There is some debate in Jewish sources about when this took place as being either: –

a) As one source gives the date as 7AD. or

b) According to Josephus Ant. Book 17 Ch 13, 1.5 it took place in 11 AD. or

b) Talmud, Jerusalem, Sanhedrin, fol. 24 recto – states that it took place “A little more than forty years before the destruction of the temple”

Placing the birth of Jesus at 6BC this would give the age of Jesus, at the time, in each case as 1yr, 5yrs or 24yrs respectively.

The amazing thing is that the Jews knew the implications of this themselves – Talmud, Bab, Sanhedrin, Chap. 4, fol. 37, recto states

“Woe unto us for the scepter has been taken away from Judah and the Messiah has not yet appeared.”  Another Jewish source says that “When the members of the Sanhedrin found themselves deprived of their right over life and death … they covered their heads with ashes and their bodies with sackcloth” and made the same declaration as above. These facts are referenced in “Evidence That Demands a Verdict by Josh McDowell”.

They Jewish authorities were mistaken the young Messiah was still in preparation in Nazareth and upon His appearance they unknowingly acknowledged Him as Messiah by calling Him Jesus of Nazareth. Here we have another part for Joseph in the events; an angel appears again to Joseph, which resulted in the family residing in Nazareth “So that what was spoken through the prophets might be fulfilled, ‘HE SHALL BE CALLED A NAZARENE’ Matt. 2:19 & 23”.

However there is somewhat of a mystery, in any study Bible when the OT is quoted cross references to the OT text are given in the margin and the words quoted may be printed in capitals. In the case of Matt. 2:23 there are no cross references given in any Bible I have checked.

The answer lies in the reference to prophets (plural) and the meaning of the name Nazareth i.e. sprig, shoot or branch. Each of these terms are Messianic titles for the Messiah e.g. “the shoot out of Jesse (King David’s father)” Isaiah 11:1, Jeremiah 23:5, Zechariah 3:8; 6:12-13.

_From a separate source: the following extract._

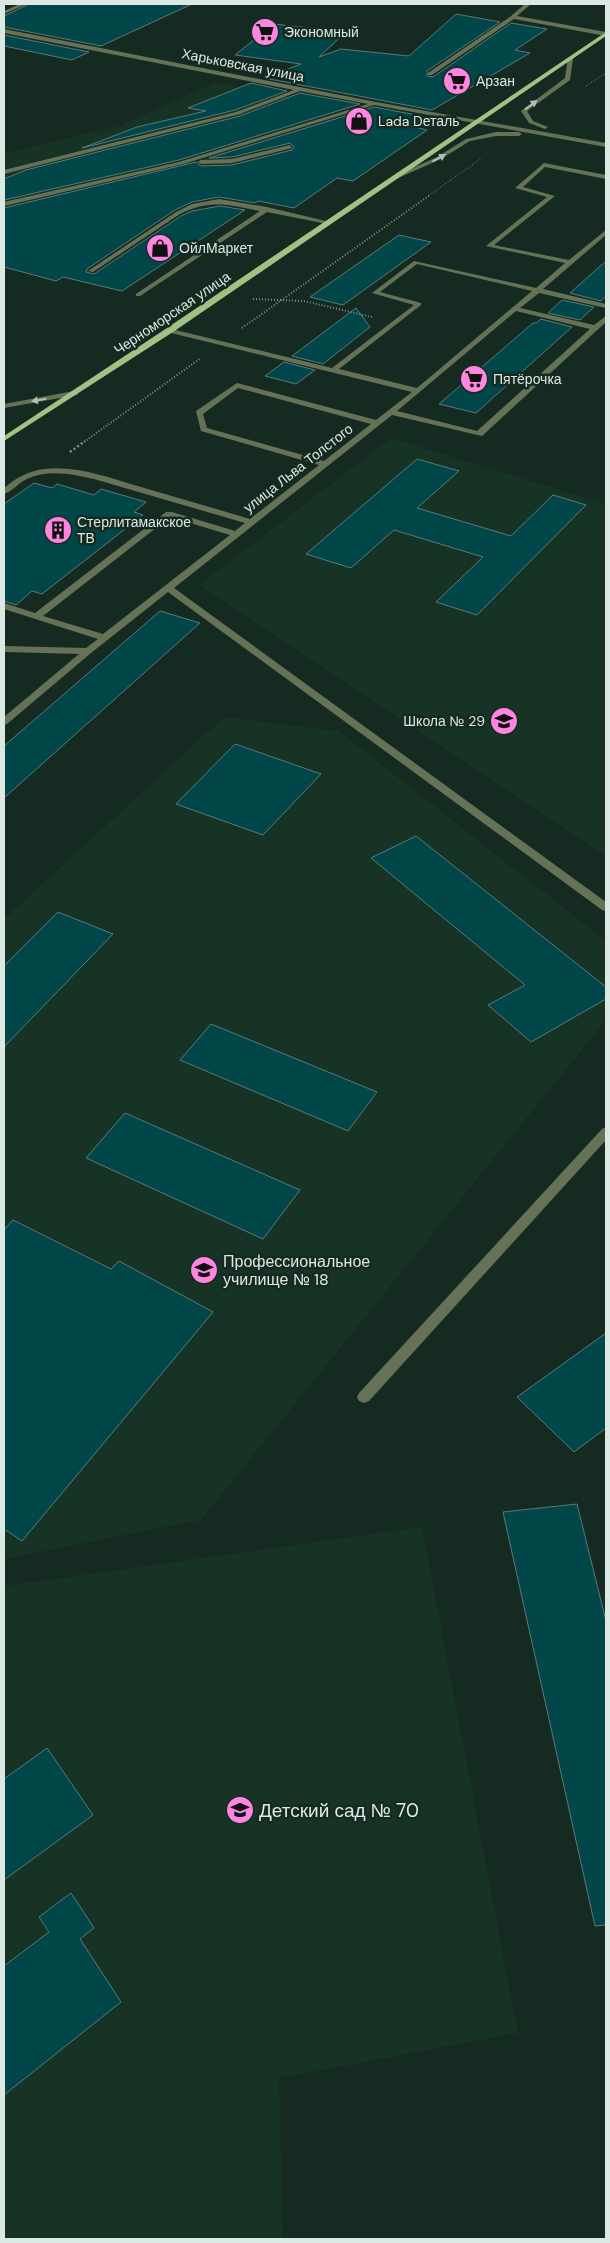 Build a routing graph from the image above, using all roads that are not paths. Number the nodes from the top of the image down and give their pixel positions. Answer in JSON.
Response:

Note in this last text “His name is ‘The Branch’” and how for Jesus His place of birth became His designated name ‘Jesus of Nazareth”. On a trip to Israel our secular Jewish guide, confirmed the meaning of ‘Nazareth’ as we looked around the town and found my discussion with him on this point interesting.

The apostles did not get it wrong because they referenced the prophets as they had been shown and as they were interpreted to them by the resurrected Jesus as He commissioned them to continue His mission John Luke 24:44-48.

There is no cause for re-interpretation from the Gen.3:15 promises to the ‘Great Commission’ the Messiah’s mission has been clear to those whose eyes He has opened.